Transcription Rene Derhy :
Late payments and unpaid invoices can weaken a company’s cash flow and jeopardise its future. It is therefore essential for a company to structure its customer accounts, which can represent up to 40% of its assets. To monitor the solvency of these customers and prospects, to be compensated in the event of non-payment and to entrust an expert with the collection of its receivables.
Credit Power, for example, has taken a new step forward by making credit insurance more effective. This solution enables companies to optimise their cover against non-payment, reduce their payment times and facilitate their access to finance.
[Jean-Marie Sellier, CFO]
« It’s a solution that goes further than credit insurance because it integrates the whole of the trade receivable. It is not only interested in the customers of the insured zone but in all our customers. Finally, there is a very sophisticated customer reminder module and the premium is calculated on the basis of outstanding receivables. Secondly, it is not a fixed software, i.e. we can request specific developments for the company. Finally, it has allowed us to improve the DSO because of the premium calculation.
Credit Power is a web-based platform accessible via any browser. Developed in the cloud, it offers simplicity, security and maximum confidentiality.
[Amaury de La Lance, founder of Aston iTF]
« New technologies and in particular the Cloud and Big Data bring 3 innovative advantages to Credit Power.
The first advantage is simplicity. Simplicity in use because the ergonomics are personalised according to each type of user and each job in the company.
The second advantage is power. The power linked to Cloud Computing. It is the ability to equip companies of all sizes, from SMEs to the largest international groups.

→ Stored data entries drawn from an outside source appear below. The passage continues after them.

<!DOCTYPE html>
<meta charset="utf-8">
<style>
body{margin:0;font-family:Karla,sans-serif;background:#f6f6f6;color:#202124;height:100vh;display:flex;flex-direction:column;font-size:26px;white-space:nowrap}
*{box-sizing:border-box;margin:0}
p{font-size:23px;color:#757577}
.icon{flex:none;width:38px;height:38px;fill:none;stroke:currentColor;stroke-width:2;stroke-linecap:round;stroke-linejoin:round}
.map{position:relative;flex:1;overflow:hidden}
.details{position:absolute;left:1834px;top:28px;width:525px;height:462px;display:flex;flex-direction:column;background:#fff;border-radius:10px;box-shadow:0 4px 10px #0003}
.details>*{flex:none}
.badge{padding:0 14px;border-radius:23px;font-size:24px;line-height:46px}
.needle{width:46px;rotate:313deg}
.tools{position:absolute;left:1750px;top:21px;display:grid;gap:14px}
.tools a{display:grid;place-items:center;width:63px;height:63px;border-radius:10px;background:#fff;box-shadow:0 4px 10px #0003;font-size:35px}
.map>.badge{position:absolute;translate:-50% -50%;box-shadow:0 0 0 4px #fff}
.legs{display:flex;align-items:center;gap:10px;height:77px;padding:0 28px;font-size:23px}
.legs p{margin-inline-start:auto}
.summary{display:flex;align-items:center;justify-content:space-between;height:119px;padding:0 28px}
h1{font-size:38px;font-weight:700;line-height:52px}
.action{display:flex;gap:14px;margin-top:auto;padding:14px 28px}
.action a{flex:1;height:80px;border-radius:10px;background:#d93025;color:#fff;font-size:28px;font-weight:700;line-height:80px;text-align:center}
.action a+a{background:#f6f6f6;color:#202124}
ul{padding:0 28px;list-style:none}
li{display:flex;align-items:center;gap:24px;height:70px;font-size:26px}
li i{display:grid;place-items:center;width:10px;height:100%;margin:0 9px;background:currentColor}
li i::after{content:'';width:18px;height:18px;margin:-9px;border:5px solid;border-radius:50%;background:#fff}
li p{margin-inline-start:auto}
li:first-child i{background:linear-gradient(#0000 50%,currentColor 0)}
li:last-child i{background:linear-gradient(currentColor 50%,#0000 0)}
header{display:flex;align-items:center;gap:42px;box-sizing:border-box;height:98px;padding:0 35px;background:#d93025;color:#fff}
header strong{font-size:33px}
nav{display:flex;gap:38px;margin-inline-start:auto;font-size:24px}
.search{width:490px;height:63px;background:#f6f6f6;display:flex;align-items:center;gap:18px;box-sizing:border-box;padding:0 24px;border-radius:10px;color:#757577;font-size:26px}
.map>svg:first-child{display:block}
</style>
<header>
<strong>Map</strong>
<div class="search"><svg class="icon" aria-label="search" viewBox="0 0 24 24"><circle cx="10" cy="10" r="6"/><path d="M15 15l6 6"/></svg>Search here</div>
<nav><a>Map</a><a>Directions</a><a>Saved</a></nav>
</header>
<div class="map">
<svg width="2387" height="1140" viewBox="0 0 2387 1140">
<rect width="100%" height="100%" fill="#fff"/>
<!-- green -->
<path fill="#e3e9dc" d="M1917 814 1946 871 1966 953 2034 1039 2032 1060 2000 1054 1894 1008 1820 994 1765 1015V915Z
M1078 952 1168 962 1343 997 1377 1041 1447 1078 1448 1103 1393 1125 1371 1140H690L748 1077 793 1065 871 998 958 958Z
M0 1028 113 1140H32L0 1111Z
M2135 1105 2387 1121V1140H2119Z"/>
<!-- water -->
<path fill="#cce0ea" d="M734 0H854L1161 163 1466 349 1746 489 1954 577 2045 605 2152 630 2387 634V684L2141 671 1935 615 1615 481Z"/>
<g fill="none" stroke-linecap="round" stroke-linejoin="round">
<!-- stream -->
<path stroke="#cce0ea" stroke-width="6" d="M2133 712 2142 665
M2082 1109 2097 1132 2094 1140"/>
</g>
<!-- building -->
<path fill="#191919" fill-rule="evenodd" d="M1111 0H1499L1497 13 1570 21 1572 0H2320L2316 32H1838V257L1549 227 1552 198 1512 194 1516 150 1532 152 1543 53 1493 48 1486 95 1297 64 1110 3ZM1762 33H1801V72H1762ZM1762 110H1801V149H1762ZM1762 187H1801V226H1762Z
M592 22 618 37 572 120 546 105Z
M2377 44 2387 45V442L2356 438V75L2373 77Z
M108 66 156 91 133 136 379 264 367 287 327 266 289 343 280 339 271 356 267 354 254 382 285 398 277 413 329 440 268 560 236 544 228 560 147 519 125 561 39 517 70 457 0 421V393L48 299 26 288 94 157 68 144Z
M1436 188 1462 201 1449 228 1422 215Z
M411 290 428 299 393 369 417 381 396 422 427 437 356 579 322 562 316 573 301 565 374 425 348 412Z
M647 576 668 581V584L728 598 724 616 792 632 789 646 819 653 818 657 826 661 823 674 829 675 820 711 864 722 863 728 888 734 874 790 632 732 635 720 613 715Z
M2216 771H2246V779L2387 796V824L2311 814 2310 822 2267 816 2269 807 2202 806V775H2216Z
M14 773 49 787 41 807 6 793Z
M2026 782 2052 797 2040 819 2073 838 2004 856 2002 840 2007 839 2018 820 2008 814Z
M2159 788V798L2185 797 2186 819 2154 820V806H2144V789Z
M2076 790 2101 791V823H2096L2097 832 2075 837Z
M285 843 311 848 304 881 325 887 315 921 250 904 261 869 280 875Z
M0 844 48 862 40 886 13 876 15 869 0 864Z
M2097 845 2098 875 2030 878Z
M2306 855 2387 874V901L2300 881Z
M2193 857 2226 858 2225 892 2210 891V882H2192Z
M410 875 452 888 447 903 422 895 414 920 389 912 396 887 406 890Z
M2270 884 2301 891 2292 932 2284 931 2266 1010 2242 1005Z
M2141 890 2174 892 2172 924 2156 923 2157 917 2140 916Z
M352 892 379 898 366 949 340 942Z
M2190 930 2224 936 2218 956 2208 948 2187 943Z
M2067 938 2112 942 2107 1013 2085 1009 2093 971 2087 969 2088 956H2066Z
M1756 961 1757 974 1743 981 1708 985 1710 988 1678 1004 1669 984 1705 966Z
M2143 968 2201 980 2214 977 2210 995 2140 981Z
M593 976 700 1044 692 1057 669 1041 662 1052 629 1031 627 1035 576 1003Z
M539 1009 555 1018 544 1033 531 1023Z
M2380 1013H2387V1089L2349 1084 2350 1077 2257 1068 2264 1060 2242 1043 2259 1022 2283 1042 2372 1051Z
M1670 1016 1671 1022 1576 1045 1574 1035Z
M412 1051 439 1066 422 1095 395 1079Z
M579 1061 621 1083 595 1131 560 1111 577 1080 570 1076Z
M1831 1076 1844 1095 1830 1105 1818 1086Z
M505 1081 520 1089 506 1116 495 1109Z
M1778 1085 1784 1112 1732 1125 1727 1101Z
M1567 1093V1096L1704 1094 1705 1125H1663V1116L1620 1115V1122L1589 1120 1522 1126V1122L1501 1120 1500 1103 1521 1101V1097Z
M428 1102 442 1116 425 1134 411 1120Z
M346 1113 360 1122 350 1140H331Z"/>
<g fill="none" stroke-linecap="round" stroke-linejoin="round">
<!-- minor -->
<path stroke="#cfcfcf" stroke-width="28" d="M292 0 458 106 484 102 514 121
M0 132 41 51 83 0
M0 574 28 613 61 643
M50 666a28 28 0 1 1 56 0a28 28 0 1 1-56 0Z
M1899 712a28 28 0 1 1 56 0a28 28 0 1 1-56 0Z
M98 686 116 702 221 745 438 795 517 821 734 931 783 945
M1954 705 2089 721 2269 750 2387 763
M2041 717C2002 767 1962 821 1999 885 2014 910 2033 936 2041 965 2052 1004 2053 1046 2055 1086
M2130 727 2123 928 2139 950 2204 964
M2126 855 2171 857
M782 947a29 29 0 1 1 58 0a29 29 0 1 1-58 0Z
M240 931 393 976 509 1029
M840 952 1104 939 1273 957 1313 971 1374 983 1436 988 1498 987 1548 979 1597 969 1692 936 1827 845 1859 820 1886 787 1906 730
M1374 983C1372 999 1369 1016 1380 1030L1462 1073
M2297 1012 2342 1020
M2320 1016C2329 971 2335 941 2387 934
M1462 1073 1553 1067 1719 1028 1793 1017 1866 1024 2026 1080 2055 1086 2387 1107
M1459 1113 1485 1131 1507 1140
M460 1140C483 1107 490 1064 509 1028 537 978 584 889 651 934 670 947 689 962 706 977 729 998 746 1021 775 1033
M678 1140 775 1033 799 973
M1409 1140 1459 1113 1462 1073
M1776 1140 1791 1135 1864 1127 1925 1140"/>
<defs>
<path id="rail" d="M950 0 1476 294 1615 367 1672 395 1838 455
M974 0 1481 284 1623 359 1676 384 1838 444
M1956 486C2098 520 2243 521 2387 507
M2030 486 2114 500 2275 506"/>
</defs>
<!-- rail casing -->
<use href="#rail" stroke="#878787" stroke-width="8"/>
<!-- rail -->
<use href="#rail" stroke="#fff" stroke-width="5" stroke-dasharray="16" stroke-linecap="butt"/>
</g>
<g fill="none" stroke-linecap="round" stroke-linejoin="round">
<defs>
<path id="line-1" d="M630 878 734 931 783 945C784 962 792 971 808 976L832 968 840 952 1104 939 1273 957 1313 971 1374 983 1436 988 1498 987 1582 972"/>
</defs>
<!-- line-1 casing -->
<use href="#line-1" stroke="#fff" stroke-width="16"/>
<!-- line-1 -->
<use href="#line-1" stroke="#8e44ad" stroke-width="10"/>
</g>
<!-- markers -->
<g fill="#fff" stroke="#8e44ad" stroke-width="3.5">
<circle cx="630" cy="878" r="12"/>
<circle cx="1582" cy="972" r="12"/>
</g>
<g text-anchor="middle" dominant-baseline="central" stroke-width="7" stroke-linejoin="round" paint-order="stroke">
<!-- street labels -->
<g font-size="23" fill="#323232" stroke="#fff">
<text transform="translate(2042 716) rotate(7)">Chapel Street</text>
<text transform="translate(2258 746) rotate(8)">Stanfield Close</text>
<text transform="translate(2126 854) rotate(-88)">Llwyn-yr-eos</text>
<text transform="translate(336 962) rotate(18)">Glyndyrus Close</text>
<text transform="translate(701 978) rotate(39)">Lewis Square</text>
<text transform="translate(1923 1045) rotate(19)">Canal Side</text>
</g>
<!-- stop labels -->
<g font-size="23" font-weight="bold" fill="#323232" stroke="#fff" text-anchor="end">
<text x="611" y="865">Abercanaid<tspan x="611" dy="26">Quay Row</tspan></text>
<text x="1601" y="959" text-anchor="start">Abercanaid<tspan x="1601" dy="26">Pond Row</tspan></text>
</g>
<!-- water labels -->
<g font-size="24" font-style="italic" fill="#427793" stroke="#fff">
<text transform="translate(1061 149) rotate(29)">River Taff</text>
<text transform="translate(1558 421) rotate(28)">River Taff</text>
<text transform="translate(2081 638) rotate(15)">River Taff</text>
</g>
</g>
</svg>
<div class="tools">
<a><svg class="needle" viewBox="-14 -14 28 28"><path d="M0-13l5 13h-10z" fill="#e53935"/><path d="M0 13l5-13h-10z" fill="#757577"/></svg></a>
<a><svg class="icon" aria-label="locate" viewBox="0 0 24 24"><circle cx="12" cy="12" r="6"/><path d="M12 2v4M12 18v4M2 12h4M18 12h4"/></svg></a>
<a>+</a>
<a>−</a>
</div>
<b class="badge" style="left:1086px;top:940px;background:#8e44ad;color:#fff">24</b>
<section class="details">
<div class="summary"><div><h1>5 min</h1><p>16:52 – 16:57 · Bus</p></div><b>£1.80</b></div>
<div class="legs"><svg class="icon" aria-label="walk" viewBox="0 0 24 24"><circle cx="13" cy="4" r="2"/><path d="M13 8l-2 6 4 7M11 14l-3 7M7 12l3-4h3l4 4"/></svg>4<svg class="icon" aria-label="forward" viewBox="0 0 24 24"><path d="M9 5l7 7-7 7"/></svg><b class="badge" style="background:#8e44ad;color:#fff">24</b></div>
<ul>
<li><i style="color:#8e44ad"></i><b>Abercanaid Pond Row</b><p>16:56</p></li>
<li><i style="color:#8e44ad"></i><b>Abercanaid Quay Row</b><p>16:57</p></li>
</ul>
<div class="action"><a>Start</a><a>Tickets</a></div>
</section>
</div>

The third advantage is provided by collaborative networks. The collaborative aspect is the ability to connect both in the office and on the move, on the phone or on a tablet.
In a context of crisis, where payment times are getting longer and cash flow is becoming tighter, being able to optimise the management of one’s accounts receivable is becoming a priority in order to have more liquidity, reduce working capital requirements and protect profitability.